Sentimental Reviews Analysis Using NBC

5 min readDec 1, 2021

What is Naive Bayes classification?

It is a classification technique which works on Bayes theorem of probability to predict the class of unknown data sets. In simple terms, a Naive Bayes classifier assumes that the presence of a particular feature in a class is unrelated to the presence of any other feature.

P(c|x) is the posterior probability of class (c, target) given predictor (x, attributes).
P(c) is the prior probability of class.
P(x|c) is the likelihood which is the probability of predictor given class.
P(x) is the prior probability of predictor.

Using Bayes theorem, we can find the probability of A happening, given that B has occurred. Here, B is the evidence and A is the hypothesis. The assumption made here is that the predictors/features are independent. That is presence of one particular feature does not affect the other. Hence it is called naive.

Assignment details

I have used Sentimental labeled sentences datasets from kaggle as a part of my assignment. if you want to try it out i will provide link here so you can find dataset easily. click here DATA

i have not used any types of libraries in this task so it was little difficult for start and understand how to do it. Kaggle have lots of code books, we can learn from that code and try to increase Accuracy from previous code book.

Code

Data cleaning and pre-process Datasets

as we have used 2 different datasets we need to remove unwanted numbers and symboles which is used in reviews. After finishing cleaning part we will merge this both datasets.

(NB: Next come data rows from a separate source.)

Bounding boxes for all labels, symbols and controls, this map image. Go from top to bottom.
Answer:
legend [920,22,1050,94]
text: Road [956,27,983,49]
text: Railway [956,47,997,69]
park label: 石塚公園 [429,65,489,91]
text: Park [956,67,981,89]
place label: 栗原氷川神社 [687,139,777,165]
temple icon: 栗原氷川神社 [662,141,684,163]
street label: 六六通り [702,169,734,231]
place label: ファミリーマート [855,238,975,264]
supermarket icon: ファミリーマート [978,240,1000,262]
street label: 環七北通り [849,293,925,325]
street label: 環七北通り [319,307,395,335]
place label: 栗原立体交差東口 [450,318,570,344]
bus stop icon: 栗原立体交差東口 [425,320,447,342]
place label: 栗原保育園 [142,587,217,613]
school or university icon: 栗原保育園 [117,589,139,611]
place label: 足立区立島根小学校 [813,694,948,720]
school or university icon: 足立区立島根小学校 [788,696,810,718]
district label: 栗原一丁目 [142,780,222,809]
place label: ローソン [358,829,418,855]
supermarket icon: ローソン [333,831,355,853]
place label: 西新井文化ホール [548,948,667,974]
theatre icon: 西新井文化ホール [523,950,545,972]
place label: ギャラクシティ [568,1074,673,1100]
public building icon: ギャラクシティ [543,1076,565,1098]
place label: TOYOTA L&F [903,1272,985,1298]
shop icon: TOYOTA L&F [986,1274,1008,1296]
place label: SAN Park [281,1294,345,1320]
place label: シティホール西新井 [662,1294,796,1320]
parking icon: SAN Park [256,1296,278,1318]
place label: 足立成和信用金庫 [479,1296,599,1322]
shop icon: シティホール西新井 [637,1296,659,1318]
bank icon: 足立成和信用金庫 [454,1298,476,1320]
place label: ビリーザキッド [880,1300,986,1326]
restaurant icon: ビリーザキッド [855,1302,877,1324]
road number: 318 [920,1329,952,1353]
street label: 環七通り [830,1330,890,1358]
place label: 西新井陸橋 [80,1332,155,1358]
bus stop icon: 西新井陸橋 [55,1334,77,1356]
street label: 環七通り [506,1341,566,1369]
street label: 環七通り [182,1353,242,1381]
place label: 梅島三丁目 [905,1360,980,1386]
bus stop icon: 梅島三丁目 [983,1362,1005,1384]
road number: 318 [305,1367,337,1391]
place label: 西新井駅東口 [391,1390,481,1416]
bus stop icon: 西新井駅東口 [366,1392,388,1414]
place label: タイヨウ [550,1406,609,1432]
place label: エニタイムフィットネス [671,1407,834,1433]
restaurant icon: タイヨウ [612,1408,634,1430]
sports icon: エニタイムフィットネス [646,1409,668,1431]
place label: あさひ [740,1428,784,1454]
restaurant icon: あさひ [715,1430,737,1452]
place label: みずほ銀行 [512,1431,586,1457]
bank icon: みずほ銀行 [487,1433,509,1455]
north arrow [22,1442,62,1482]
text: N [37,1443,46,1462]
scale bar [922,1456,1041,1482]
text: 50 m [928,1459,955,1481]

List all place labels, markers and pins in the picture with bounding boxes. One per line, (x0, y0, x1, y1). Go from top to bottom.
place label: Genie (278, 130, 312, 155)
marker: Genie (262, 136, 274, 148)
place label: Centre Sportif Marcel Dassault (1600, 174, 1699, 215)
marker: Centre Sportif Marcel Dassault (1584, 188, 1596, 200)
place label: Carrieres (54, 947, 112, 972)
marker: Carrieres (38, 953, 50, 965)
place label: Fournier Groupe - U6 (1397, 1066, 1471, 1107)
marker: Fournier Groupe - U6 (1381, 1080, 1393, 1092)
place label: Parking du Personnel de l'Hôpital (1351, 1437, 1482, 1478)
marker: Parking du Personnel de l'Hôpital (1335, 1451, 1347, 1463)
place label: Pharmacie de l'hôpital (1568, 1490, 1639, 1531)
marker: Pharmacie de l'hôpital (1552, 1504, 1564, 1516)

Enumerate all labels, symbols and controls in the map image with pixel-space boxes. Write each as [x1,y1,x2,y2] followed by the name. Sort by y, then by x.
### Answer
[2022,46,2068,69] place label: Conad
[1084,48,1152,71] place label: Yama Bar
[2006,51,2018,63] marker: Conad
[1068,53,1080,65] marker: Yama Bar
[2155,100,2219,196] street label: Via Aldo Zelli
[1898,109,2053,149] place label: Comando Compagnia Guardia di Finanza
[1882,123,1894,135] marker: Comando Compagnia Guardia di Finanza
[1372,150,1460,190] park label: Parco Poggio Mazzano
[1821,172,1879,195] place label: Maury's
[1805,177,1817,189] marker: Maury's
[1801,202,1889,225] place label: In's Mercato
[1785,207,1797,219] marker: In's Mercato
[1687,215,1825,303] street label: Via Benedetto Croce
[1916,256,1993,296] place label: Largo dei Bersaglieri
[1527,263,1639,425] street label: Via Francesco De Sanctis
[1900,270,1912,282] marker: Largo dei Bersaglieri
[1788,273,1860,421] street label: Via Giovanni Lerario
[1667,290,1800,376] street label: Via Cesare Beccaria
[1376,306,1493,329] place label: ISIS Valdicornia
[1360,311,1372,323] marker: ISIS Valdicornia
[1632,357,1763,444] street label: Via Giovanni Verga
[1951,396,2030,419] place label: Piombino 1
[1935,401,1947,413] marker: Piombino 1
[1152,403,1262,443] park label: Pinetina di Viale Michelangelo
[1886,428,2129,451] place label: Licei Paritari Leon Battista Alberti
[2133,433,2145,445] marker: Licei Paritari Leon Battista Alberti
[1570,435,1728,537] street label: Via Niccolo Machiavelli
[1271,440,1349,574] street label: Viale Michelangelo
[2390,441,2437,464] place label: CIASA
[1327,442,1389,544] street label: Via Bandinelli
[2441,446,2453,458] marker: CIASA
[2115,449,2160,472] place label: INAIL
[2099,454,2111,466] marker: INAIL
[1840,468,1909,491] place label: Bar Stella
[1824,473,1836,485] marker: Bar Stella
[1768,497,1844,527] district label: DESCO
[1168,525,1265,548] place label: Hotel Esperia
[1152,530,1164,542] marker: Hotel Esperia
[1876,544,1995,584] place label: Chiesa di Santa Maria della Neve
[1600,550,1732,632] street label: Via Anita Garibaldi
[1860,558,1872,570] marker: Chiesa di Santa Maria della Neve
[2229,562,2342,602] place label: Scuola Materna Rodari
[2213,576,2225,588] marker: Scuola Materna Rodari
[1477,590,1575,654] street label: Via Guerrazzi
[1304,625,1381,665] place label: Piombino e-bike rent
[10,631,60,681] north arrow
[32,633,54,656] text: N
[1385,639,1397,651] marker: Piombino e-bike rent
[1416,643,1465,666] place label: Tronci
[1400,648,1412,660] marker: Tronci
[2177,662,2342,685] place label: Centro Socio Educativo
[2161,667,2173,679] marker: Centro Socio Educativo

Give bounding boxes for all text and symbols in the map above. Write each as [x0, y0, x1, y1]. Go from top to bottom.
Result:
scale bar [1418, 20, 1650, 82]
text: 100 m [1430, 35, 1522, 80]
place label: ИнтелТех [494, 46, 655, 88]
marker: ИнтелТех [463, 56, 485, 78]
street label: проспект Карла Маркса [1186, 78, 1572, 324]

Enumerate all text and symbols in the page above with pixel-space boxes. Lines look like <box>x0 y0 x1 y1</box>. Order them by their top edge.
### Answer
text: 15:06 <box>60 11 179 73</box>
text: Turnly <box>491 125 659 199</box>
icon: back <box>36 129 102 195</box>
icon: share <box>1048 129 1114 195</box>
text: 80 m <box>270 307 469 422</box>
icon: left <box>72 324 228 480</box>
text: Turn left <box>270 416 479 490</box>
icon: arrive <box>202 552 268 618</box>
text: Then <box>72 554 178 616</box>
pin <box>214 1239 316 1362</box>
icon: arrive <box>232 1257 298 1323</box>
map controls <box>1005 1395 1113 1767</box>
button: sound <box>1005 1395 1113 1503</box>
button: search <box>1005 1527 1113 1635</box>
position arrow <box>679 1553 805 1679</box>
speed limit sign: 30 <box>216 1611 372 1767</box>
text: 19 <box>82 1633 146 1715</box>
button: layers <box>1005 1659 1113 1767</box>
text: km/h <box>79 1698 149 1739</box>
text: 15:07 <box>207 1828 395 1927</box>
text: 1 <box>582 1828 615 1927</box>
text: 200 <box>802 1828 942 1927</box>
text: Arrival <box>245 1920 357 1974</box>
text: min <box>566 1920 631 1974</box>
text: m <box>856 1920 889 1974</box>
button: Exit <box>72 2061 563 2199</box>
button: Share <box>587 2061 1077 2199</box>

I have used 2 datasets because NBC works good on large datasets so i combined both datasets and made 1 large datasets. We will compare my Accuracy with the old source code Accuracy.

Splitting datasets into Train_dataset, Dev_dataset, and Test_datasets

I have split datasets between Train dataset, Dev dataset and Test datasets. Train datasets is upto 60% of the dataset, Dev dataset is upto 20% of the unseen data from train dataset, and in Test dataset it also same as 20% of unseen data.

Build a vocabulary

Vocabulary will be devided into 3 parts (All words, Positive words, Negative words) and that will contain 3 parts in it example if we want a perticular word occurance then it will be like {“Happy”:10,14,24} 10 is positive occurrence and 14 is negative occurrence and in last 24 is over all occurrence. like wise

Probability of occurrence and conditional probability of the word

The goal here is to find the probability of the particular word and conditional probability of word and we will find it using this formula as p(word)=(num. of word in documents)/(number of all documents) and if we found the word we want in the sentence then increment by 1.

Calculate 5 K-fold Accuracy using Dev dataset

K-fold accuracy validation is a method for dataset which will split into k number of section or folds. Here we are using k=5 so we will divide section into 5 times or 5 folds. What we will do for for train model is in first iteration we will test model and other folds will train model like wise for second iteration we will keep 2 fold as test and other folds for train models. likewise all 5 fold will help to train and test model. We have split folds equally. In one fold we have 70 sentence and and likewise 2 =70 sentence, 3 = 70 sentences, 4 = 70 sentences, 5 = 70 sentences. with sentiments with it.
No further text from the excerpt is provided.